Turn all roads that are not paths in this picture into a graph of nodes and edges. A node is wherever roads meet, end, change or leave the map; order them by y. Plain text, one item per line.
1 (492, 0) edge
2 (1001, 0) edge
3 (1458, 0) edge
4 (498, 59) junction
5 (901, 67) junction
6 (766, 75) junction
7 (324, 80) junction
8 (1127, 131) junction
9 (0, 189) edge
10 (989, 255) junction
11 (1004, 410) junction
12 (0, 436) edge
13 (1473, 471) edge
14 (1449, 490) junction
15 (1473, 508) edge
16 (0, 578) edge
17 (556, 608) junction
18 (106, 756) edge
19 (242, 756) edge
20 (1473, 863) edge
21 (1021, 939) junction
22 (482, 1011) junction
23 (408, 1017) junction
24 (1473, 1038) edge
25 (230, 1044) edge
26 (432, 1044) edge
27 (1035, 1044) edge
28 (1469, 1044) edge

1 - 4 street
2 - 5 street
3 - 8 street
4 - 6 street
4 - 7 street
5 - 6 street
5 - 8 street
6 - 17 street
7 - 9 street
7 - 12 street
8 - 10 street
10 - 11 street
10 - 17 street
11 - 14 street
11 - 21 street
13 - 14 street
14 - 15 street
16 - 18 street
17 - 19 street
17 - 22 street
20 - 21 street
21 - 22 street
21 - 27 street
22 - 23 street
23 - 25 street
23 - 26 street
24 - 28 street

● **TASK TO CARRY OUT**
The records above should be transcribed in full, with no differences.

● **TASK ANSWER**
Turn all roads that are not paths in this picture into a graph of nodes and edges. A node is wherever roads meet, end, change or leave the map; order them by y. Plain text, one item per line.
1 (492, 0) edge
2 (1001, 0) edge
3 (1458, 0) edge
4 (498, 59) junction
5 (901, 67) junction
6 (766, 75) junction
7 (324, 80) junction
8 (1127, 131) junction
9 (0, 189) edge
10 (989, 255) junction
11 (1004, 410) junction
12 (0, 436) edge
13 (1473, 471) edge
14 (1449, 490) junction
15 (1473, 508) edge
16 (0, 578) edge
17 (556, 608) junction
18 (106, 756) edge
19 (242, 756) edge
20 (1473, 863) edge
21 (1021, 939) junction
22 (482, 1011) junction
23 (408, 1017) junction
24 (1473, 1038) edge
25 (230, 1044) edge
26 (432, 1044) edge
27 (1035, 1044) edge
28 (1469, 1044) edge

1 - 4 street
2 - 5 street
3 - 8 street
4 - 6 street
4 - 7 street
5 - 6 street
5 - 8 street
6 - 17 street
7 - 9 street
7 - 12 street
8 - 10 street
10 - 11 street
10 - 17 street
11 - 14 street
11 - 21 street
13 - 14 street
14 - 15 street
16 - 18 street
17 - 19 street
17 - 22 street
20 - 21 street
21 - 22 street
21 - 27 street
22 - 23 street
23 - 25 street
23 - 26 street
24 - 28 street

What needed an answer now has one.